ザカトナールの手口は次のようなものだと言う。
まず困難を抱えた人物に擦り寄り良い解決手段を示す。それをうまくやってのけて、数度繰り返してしだいに依存させてゆく。
しばしば、その困難自体がザカトナール自身やその崇拝者による策謀だったりするので、マッチポンプもいいところらしい。そのほかにデマを流して世論を歪めもする。
そうして少しずつ外部との接触を絶たせて孤立させ、ますます依存させるようにしてゆく。
そして、最終的にはザカトナールの言いなりになってしまう。
『最初から断られるのが目に見えている無茶なことを友人や知人に持ちかけさせて、誰にも相手してもらえず打ちひしがれて戻って来たところに“ほら、相手してくれるのはワシだけだっただろう?”と囁いたりするのだ。

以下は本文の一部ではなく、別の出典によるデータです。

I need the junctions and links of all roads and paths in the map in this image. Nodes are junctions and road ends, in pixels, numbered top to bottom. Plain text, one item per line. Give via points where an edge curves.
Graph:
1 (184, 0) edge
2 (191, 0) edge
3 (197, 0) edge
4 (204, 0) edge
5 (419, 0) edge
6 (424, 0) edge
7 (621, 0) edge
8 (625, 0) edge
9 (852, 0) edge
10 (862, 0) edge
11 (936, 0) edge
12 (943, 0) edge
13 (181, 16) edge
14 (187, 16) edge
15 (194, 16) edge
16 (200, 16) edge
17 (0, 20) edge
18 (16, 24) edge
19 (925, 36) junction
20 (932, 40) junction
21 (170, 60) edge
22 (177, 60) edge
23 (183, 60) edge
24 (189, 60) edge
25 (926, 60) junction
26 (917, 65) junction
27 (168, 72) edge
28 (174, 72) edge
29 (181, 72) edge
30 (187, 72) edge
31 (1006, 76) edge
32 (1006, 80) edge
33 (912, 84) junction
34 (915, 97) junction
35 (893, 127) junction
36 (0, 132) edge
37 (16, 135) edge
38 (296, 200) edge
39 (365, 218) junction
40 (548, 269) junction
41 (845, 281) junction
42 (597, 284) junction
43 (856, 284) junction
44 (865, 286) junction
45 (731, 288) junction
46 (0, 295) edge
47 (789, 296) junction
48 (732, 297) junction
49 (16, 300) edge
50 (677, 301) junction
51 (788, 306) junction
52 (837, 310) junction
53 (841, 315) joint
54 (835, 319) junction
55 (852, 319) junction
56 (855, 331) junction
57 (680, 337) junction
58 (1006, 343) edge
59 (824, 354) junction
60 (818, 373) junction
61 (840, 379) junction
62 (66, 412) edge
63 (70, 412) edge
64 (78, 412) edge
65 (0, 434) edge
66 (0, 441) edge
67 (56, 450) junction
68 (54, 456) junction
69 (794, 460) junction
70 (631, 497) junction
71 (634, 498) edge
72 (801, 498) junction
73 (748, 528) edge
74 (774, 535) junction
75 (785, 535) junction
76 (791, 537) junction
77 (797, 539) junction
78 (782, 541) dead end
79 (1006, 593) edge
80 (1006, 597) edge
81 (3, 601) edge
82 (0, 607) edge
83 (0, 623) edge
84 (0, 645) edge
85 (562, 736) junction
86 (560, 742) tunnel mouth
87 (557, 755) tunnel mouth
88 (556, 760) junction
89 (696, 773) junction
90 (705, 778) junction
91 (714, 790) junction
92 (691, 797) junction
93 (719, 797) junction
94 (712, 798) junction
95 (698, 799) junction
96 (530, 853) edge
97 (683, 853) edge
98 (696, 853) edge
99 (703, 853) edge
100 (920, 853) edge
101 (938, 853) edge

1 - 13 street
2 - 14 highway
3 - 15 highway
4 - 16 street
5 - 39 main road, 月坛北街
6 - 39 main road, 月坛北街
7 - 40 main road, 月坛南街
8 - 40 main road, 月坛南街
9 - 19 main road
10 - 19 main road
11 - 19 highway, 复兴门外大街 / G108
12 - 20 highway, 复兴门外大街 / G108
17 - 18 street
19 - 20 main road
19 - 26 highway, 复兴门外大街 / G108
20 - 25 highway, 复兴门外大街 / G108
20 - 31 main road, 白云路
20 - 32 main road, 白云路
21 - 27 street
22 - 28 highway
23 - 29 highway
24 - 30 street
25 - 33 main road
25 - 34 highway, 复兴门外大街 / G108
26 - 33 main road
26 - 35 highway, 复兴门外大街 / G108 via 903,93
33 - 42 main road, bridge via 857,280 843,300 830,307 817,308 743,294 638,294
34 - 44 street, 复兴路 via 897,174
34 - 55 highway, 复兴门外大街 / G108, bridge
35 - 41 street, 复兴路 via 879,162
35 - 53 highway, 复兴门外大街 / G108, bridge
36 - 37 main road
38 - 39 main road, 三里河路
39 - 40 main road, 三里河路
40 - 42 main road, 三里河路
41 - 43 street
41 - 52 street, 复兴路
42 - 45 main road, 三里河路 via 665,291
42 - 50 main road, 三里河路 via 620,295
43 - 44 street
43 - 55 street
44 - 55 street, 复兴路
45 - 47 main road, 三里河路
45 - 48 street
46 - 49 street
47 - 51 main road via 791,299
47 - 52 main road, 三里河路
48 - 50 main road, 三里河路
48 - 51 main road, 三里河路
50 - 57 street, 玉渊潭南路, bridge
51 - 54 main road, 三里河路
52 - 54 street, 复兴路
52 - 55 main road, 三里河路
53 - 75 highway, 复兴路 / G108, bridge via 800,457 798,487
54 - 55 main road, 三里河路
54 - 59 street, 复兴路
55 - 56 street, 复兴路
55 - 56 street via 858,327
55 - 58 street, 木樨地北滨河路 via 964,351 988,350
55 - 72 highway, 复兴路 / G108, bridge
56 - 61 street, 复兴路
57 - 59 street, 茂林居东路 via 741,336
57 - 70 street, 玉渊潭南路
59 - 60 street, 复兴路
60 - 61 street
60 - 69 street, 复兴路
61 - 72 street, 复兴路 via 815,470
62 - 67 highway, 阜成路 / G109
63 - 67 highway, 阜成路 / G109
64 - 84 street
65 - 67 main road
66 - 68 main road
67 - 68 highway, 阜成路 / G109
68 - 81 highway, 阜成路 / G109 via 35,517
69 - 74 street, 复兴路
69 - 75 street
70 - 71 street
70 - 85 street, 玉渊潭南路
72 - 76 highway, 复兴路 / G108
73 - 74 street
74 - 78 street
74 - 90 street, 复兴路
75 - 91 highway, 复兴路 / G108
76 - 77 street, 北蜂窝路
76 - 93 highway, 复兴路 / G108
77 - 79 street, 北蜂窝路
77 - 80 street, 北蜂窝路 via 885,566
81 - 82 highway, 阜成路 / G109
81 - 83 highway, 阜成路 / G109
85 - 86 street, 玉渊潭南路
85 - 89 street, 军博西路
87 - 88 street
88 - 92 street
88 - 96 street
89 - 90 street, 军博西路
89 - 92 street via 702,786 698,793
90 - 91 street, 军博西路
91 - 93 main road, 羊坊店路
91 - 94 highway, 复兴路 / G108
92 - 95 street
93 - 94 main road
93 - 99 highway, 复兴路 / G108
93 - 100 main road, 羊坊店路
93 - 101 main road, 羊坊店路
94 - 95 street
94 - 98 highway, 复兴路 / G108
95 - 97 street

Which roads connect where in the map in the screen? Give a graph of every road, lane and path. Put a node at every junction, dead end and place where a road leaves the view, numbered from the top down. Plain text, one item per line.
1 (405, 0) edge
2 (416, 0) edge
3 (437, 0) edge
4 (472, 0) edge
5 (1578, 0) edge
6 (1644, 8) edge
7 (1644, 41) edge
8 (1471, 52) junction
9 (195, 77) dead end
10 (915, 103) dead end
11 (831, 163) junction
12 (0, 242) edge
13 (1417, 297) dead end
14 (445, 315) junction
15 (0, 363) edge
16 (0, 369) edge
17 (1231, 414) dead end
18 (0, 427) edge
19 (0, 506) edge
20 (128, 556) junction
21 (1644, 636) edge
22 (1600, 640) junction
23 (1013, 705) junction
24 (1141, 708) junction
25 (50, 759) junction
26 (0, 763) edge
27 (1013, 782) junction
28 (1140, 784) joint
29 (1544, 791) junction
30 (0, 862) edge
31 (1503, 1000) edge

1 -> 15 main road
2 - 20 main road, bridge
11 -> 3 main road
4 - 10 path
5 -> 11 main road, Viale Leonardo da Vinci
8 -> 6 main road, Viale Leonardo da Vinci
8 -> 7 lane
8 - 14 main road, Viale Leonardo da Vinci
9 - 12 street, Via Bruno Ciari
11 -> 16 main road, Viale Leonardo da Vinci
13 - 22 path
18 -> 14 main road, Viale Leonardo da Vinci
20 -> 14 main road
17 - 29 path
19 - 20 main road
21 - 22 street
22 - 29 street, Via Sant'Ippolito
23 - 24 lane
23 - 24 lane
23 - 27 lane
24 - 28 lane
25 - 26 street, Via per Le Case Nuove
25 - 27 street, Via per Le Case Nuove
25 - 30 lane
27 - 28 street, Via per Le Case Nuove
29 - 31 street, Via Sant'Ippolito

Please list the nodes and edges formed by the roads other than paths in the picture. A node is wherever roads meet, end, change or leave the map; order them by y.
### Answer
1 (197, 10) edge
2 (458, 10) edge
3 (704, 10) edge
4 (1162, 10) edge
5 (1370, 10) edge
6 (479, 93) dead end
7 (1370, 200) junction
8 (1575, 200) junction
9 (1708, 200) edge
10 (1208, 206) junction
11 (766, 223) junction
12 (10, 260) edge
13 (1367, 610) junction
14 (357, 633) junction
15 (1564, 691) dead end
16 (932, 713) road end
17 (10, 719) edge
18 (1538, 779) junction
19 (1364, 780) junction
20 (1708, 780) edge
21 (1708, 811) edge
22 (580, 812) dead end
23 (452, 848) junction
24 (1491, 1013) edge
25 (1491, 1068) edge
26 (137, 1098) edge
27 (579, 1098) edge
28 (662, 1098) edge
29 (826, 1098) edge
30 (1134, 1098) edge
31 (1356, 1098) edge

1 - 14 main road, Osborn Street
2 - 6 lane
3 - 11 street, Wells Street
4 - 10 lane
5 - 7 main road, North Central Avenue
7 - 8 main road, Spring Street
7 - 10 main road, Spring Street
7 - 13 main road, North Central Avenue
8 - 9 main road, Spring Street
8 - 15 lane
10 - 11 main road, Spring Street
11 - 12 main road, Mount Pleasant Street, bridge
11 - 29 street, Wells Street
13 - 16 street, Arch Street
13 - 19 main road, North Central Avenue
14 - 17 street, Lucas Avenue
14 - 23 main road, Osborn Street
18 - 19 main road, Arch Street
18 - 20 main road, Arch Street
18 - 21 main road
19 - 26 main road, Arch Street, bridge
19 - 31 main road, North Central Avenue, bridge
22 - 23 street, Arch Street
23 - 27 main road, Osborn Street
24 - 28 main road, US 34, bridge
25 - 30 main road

』
奴のやっている事、完全に現代地球での、怪しい自己啓発セミナーとかカルト宗教とかの洗脳手段そのままである。違うといえば、あちらは人間がやっていて、こちらでは本物の悪魔ががやっている事だろうか。
悪魔崇拝とか、やばそうに思えても一度ハマってしまったら抜け出せないのだろう。そんなところもカルト宗教に似ているのだった。
ああ言う連中って、世界が違ってもやることは共通なんだな…と、私は天を仰いだ。
「最終的にザカトナールは敗北したわけですが、勇者ウードは一体どうやったのですか?」
私にとって、と言うか我が国にとって大事なところは、そこだ。
『まずザカトナールの居場所を明らかにし、そして取り巻きどもと奴の支配下のアンデッドを我ら竜が残らず始末した。それから憑依していた人物ごと勇者がザカトナールを討ち取った。力技ではあったな。』
あの時はほかにも大公級の悪魔が何体も顕れていたので、周辺に大きな被害が出ることを承知した上での選択だったと言う。
『そうで無ければ、あの世代で悪魔どもを討滅できんかったであろうよ。ザカトナールだけであれば、あの時とは違って、もう少し穏便な手立てが取れるやもしれぬ。』
残念ながら、勇者のとった手段はあまり参考にならなそうだ。
だが戦術上の参考にはなるかもしれないので、当時の布陣や戦況の経過などを詳しく話してもらったのだった。